My son, a junior in high school, was just diagnosed with dyslexia. We had him tested outside of the school system, since they did not seem to want to help. He was depressed and has never thought of himself as smart. He had eight educational tests conducted by a Ph.D.

He was diagnosed with dysgraphia at first grade and we thought that was the reason for his inability to spell, poor handwriting, and slow reading.

What do we do now? Is intervention too late? Any suggestions would be helpful, especially for college.

Dr. Pierson's Response: 

Well, although the research reports that outcomes are better the younger a student is—it is never too late to begin intervention. Many students your son's age particularly can benefit from learning reading strategies while they are working on any decoding issues.

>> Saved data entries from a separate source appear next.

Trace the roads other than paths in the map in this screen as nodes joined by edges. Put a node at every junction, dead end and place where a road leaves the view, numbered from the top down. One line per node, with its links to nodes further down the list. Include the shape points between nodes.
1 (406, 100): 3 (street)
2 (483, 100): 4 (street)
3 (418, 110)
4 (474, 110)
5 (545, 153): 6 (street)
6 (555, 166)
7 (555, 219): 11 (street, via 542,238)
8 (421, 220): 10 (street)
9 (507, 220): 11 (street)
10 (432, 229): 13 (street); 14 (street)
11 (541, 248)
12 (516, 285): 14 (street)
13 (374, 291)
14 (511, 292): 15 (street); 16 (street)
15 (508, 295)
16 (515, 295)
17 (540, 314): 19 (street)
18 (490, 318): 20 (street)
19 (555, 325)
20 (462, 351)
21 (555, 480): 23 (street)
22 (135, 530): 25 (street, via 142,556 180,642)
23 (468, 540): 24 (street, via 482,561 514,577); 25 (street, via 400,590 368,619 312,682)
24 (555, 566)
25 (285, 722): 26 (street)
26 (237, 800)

Morphological knowledge is also important.

The schools typically do not teach spelling rules anymore, which is unfortunate; therefore, I find that this is an area that I always need to target.

Another area is writing—learning to write for different purposes.

Depending what his profile of strengths and weaknesses looks like, he may benefit from some work on strategies for memory, study skills, and/or organization, to name a few areas we also target.

And, teaching him to advocate for himself will be very important, particularly at his age. He needs to be provided with a clear description of his diagnosis and pattern of strengths and weaknesses and taught how to navigate requesting his accommodations from teachers/professors. Regardless of any written plan, he will need to be the one to stay on top of it because it has been my experience that teachers/professors do want to help, and if accommodations are requested by the student in light of the IEP/504 Plan, they will be more than happy to work with the student.

So, I think you can see that there is a benefit to getting good intervention. It really needs to come from someone who has expertise and experience in working with the older learner. Many tutors do not, so you will want to be sure to ask.

Let me know if you have other questions.